## Work request:
When you repeat the entries, reproduce each line exactly and omit every picture.
BEGIN Given data
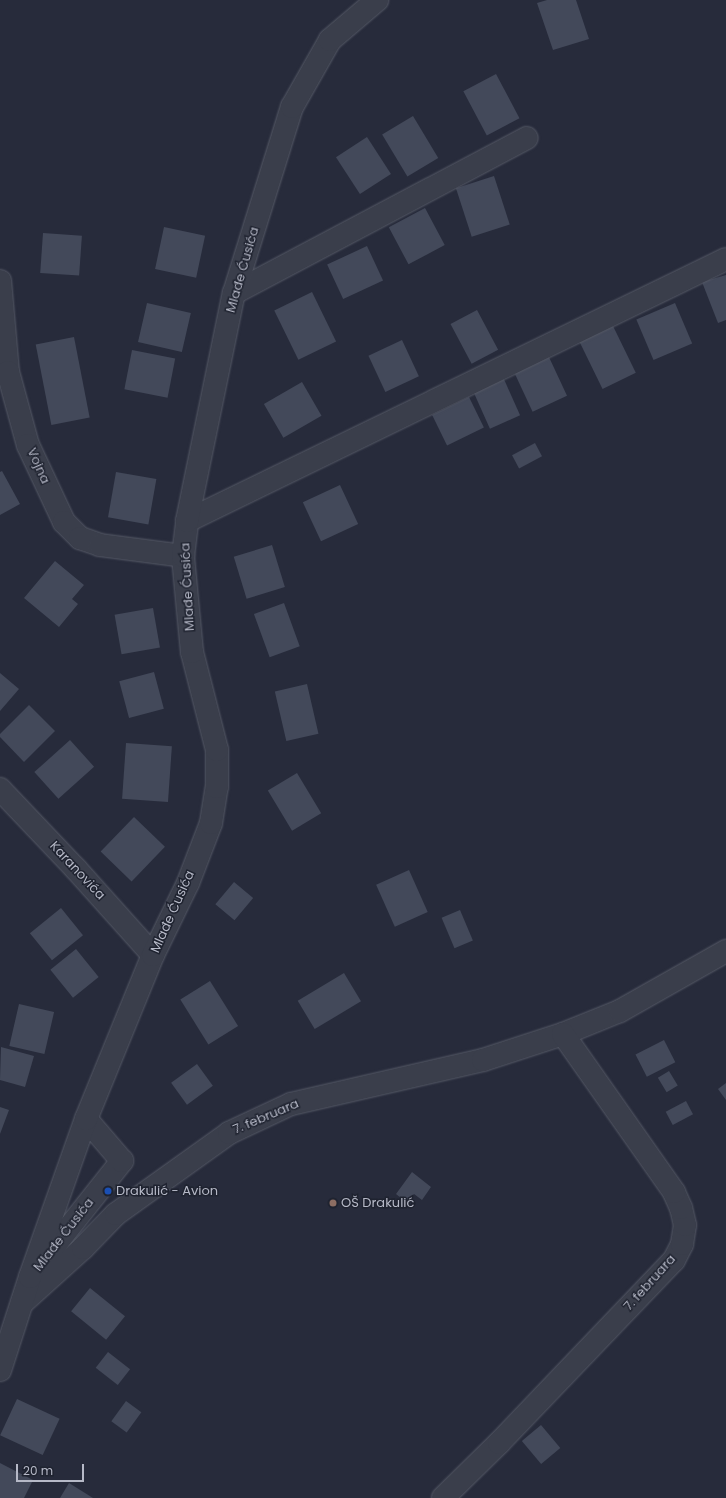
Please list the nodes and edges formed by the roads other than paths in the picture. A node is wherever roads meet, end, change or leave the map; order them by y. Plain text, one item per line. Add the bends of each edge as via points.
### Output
1 (377, 0) edge
2 (527, 138) dead end
3 (726, 259) edge
4 (0, 281) edge
5 (234, 293) junction
6 (187, 521) junction
7 (183, 556) junction
8 (0, 789) edge
9 (726, 951) edge
10 (153, 955) junction
11 (563, 1034) junction
12 (86, 1119) junction
13 (30, 1276) junction
14 (22, 1303) junction
15 (0, 1370) edge
16 (443, 1498) edge

1 - 5 street, Mlađe Ćusića via 330,40 292,107
2 - 5 street
3 - 6 street
4 - 7 street, Vojna via 8,372 28,445 64,522 80,538 100,545
5 - 6 street, Mlađe Ćusića
6 - 7 street, Mlađe Ćusića
7 - 10 street, Mlađe Ćusića via 192,652 217,750 217,787 211,823 188,883
8 - 10 street, Karanovića
9 - 11 street, 7. februara via 620,1011
10 - 12 street, Mlađe Ćusića
11 - 14 street, 7. februara via 483,1060 291,1104 229,1133 116,1214 83,1248
11 - 16 street, 7. februara via 674,1192 685,1225 682,1244 674,1260 500,1443
12 - 13 street, Mlađe Ćusića
12 - 13 street, Mlađe Ćusića via 122,1161
13 - 14 street, Mlađe Ćusića
14 - 15 street, Mlađe Ćusića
END Given data
## Exercise result:
Please list the nodes and edges formed by the roads other than paths in the picture. A node is wherever roads meet, end, change or leave the map; order them by y. Plain text, one item per line. Add the bends of each edge as via points.
### Output
1 (377, 0) edge
2 (527, 138) dead end
3 (726, 259) edge
4 (0, 281) edge
5 (234, 293) junction
6 (187, 521) junction
7 (183, 556) junction
8 (0, 789) edge
9 (726, 951) edge
10 (153, 955) junction
11 (563, 1034) junction
12 (86, 1119) junction
13 (30, 1276) junction
14 (22, 1303) junction
15 (0, 1370) edge
16 (443, 1498) edge

1 - 5 street, Mlađe Ćusića via 330,40 292,107
2 - 5 street
3 - 6 street
4 - 7 street, Vojna via 8,372 28,445 64,522 80,538 100,545
5 - 6 street, Mlađe Ćusića
6 - 7 street, Mlađe Ćusića
7 - 10 street, Mlađe Ćusića via 192,652 217,750 217,787 211,823 188,883
8 - 10 street, Karanovića
9 - 11 street, 7. februara via 620,1011
10 - 12 street, Mlađe Ćusića
11 - 14 street, 7. februara via 483,1060 291,1104 229,1133 116,1214 83,1248
11 - 16 street, 7. februara via 674,1192 685,1225 682,1244 674,1260 500,1443
12 - 13 street, Mlađe Ćusića
12 - 13 street, Mlađe Ćusića via 122,1161
13 - 14 street, Mlađe Ćusića
14 - 15 street, Mlađe Ćusića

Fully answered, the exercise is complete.